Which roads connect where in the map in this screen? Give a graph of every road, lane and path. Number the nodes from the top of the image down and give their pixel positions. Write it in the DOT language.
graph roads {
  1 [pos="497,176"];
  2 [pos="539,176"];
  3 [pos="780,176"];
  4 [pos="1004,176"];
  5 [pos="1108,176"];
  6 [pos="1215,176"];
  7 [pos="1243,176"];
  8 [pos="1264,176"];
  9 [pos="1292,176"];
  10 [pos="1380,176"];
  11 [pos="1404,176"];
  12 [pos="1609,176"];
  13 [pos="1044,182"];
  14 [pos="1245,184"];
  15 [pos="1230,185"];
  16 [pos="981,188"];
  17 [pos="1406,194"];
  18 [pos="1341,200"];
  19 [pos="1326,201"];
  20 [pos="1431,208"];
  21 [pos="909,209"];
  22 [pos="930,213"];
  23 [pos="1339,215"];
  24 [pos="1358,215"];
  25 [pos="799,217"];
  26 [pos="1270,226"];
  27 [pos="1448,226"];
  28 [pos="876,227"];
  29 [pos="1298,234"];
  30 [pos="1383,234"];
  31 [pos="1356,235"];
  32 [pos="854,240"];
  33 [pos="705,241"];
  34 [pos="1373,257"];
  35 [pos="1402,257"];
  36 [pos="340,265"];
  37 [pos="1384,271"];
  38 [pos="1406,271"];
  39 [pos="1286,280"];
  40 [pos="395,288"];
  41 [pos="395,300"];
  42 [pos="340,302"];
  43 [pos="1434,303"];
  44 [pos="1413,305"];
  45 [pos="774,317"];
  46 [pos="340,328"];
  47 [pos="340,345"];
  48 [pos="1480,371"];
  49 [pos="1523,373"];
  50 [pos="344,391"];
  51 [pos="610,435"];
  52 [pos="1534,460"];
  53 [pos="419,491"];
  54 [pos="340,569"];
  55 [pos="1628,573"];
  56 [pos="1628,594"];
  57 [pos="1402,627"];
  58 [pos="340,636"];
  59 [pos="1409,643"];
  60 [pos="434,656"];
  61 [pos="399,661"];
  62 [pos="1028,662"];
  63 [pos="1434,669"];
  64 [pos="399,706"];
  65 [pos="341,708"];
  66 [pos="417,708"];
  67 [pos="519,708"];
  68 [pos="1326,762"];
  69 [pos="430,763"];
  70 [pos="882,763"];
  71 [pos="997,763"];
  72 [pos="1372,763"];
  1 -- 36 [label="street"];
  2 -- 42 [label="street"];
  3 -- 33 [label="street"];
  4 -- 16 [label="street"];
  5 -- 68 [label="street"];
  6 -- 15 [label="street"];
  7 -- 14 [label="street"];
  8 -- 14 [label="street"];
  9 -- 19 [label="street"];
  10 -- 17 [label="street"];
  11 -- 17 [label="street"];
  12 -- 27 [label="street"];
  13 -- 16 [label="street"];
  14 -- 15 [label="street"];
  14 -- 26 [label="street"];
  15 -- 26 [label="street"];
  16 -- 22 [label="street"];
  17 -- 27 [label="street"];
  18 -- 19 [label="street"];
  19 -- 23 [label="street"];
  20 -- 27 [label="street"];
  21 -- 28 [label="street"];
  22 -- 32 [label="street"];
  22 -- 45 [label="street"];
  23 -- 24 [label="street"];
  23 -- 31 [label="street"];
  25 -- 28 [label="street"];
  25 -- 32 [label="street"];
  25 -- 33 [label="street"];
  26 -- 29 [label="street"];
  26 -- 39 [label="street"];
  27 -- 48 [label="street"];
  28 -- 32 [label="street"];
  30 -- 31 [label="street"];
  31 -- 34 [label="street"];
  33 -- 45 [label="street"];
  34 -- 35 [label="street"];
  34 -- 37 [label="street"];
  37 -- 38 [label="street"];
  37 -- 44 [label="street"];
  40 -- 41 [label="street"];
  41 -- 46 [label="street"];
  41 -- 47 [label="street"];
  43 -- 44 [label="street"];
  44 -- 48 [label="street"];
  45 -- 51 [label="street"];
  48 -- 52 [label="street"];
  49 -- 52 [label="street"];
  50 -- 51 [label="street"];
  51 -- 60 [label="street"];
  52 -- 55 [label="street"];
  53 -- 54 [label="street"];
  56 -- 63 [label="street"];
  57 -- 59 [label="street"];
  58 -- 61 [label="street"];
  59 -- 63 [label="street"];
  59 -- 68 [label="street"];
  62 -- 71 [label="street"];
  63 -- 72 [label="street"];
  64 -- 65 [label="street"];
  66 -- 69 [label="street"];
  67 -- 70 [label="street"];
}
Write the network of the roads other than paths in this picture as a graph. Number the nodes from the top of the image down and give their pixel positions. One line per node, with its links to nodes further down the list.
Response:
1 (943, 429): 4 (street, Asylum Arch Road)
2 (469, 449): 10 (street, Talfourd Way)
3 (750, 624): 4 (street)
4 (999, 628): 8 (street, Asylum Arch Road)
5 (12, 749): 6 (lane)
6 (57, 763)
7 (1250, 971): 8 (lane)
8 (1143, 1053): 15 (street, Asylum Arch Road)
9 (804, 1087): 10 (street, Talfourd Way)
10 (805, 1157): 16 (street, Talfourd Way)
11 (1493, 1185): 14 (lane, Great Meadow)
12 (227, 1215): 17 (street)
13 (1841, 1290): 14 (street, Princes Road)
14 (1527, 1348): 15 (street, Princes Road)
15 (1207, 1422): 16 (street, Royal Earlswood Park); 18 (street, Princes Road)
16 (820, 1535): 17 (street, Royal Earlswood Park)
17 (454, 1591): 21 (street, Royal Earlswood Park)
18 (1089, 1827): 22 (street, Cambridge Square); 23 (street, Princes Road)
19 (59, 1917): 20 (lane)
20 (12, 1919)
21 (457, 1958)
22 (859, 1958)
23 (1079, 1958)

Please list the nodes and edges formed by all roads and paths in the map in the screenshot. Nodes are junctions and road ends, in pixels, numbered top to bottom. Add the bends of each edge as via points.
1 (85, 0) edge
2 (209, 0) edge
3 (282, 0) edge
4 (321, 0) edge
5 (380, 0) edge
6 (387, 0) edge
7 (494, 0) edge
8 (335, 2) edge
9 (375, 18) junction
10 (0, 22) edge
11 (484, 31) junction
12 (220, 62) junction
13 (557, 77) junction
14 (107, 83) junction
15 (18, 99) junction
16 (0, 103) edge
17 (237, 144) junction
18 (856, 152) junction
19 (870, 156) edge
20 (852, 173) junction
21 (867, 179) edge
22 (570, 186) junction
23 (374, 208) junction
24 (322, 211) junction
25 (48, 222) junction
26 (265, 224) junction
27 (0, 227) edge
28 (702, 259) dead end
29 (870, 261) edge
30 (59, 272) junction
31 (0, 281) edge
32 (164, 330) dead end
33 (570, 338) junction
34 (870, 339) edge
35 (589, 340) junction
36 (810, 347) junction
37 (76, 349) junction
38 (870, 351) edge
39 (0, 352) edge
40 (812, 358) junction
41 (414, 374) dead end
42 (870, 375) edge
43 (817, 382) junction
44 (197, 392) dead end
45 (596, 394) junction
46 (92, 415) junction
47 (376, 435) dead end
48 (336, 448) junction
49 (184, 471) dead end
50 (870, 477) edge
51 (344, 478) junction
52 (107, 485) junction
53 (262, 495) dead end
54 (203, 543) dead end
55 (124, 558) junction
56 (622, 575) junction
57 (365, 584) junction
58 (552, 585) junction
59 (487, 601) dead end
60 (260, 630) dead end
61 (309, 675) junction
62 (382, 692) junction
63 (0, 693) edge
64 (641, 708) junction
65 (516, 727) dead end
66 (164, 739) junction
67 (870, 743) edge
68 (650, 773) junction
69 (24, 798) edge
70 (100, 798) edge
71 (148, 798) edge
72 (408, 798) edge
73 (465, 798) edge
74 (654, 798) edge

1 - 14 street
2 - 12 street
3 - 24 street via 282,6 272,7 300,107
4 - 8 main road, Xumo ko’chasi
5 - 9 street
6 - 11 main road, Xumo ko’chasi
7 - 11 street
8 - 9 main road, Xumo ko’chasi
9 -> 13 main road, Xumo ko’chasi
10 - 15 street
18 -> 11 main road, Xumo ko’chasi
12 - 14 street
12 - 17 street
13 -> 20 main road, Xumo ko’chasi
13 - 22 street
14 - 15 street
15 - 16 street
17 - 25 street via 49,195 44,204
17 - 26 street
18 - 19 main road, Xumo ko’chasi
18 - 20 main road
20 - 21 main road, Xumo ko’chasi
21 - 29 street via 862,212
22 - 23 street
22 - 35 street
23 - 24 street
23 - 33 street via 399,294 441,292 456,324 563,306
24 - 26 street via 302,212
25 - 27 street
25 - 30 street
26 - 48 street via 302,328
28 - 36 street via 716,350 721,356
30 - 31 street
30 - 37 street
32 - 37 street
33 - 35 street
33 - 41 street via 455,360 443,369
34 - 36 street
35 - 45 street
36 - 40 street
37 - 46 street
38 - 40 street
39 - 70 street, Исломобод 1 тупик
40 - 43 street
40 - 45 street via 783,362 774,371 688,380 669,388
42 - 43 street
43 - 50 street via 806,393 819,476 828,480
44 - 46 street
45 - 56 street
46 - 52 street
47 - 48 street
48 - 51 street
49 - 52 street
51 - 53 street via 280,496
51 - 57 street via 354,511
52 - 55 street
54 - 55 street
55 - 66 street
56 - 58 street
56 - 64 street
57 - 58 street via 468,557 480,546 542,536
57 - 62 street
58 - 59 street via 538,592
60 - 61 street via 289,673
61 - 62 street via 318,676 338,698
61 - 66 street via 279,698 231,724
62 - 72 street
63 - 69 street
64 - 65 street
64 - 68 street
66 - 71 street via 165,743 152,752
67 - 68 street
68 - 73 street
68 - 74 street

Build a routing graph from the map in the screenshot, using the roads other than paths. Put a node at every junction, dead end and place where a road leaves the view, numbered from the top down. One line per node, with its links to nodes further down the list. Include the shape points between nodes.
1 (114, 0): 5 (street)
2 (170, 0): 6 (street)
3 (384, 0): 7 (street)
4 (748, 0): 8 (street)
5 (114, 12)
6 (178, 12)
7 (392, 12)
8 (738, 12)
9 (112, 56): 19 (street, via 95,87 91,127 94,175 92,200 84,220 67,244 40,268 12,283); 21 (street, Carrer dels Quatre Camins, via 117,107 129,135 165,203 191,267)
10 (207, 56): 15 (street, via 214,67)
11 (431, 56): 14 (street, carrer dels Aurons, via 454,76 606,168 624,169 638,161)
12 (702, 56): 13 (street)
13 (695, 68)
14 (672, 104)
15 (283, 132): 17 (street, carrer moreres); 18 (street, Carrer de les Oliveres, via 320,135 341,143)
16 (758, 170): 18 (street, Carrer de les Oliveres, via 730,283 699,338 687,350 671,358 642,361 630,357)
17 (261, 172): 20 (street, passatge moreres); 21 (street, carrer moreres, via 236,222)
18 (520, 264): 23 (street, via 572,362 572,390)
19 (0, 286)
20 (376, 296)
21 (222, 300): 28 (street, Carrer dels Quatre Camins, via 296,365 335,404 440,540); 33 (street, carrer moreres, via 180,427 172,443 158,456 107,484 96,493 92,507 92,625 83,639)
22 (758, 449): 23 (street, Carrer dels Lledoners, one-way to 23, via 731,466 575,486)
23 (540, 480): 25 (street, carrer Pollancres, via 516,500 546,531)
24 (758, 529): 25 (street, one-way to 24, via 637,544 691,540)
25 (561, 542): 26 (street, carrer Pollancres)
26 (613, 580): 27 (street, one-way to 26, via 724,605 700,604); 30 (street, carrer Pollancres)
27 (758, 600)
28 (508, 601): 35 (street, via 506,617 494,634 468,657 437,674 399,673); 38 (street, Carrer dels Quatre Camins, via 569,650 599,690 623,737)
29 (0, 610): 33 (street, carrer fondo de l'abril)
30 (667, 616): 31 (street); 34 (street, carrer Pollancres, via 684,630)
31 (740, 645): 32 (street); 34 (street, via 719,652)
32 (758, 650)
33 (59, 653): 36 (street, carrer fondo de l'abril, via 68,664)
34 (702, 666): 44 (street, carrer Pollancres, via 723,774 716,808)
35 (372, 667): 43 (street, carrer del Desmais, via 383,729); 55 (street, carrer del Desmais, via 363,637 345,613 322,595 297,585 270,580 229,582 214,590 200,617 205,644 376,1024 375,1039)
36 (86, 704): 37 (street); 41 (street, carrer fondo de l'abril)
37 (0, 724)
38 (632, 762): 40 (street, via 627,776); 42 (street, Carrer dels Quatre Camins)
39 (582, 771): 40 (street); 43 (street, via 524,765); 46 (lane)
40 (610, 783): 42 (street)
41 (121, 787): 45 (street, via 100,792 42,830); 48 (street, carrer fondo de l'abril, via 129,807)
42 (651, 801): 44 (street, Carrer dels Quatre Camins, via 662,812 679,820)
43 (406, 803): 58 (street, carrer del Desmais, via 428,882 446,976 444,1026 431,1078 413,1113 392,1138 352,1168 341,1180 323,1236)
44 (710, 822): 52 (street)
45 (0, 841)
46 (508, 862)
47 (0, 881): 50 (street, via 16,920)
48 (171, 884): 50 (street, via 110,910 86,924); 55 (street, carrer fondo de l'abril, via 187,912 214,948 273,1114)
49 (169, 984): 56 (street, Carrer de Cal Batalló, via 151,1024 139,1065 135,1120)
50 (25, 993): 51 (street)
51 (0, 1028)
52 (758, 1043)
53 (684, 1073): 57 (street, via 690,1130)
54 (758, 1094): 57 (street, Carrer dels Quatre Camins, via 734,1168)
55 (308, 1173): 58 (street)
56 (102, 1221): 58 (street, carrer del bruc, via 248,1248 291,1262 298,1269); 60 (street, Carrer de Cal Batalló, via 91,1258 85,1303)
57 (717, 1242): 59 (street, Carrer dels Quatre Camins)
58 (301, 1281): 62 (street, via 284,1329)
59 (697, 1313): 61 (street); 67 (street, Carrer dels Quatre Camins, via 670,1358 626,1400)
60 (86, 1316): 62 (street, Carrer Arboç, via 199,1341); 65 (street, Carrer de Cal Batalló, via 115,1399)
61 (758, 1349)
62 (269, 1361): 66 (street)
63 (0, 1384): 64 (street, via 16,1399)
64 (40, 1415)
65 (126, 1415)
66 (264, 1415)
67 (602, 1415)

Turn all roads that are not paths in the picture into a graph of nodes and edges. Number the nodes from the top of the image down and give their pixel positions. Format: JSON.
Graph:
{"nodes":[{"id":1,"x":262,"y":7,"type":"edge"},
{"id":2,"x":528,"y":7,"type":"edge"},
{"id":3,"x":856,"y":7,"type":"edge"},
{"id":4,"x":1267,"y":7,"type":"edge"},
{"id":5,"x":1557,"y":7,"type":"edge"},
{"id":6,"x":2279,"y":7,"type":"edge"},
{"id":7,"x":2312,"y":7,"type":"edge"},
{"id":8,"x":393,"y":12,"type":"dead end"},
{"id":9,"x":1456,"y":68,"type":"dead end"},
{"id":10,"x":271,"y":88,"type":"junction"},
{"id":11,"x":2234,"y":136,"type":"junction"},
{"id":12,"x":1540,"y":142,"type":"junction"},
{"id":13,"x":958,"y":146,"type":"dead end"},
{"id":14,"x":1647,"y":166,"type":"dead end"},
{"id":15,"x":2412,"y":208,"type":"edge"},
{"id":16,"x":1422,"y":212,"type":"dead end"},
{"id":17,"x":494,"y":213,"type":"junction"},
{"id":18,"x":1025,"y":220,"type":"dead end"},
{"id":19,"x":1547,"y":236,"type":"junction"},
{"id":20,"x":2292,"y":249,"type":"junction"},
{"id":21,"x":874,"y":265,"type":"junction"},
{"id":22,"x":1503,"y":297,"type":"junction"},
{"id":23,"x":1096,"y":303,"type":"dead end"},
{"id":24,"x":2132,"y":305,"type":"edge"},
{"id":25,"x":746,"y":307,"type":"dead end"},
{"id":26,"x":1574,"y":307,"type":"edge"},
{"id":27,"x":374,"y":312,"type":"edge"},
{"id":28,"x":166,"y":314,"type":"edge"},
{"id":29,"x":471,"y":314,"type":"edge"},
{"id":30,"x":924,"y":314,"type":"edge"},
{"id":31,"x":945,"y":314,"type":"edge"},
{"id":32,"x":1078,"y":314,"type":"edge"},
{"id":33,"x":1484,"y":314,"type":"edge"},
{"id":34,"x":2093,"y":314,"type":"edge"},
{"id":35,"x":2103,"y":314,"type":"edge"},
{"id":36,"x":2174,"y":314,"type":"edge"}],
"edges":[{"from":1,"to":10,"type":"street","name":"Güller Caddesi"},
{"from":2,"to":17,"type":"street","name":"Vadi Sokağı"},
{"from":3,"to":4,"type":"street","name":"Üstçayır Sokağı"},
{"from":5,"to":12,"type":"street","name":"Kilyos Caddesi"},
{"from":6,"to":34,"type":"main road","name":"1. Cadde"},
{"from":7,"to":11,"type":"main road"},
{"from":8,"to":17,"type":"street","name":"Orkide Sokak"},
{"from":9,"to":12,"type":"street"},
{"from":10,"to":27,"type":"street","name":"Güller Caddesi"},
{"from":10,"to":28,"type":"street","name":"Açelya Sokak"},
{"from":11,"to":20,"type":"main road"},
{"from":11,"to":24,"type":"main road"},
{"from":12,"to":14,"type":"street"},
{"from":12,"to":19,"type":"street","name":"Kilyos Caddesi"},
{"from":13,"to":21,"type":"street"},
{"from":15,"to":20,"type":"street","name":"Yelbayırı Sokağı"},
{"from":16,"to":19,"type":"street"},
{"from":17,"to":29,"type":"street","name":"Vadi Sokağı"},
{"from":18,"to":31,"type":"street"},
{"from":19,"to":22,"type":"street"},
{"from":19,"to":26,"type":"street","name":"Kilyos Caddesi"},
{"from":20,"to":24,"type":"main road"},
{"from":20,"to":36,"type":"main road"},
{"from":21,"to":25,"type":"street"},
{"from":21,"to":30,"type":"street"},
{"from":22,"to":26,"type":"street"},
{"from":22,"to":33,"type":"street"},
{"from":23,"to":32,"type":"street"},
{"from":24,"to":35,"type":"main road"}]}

# # # # # # #

The task ->
All lines with the word "Desmais" must be located in the data and copied.

Result for this exercise ->
35 (372, 667): 43 (street, carrer del Desmais, via 383,729); 55 (street, carrer del Desmais, via 363,637 345,613 322,595 297,585 270,580 229,582 214,590 200,617 205,644 376,1024 375,1039)
43 (406, 803): 58 (street, carrer del Desmais, via 428,882 446,976 444,1026 431,1078 413,1113 392,1138 352,1168 341,1180 323,1236)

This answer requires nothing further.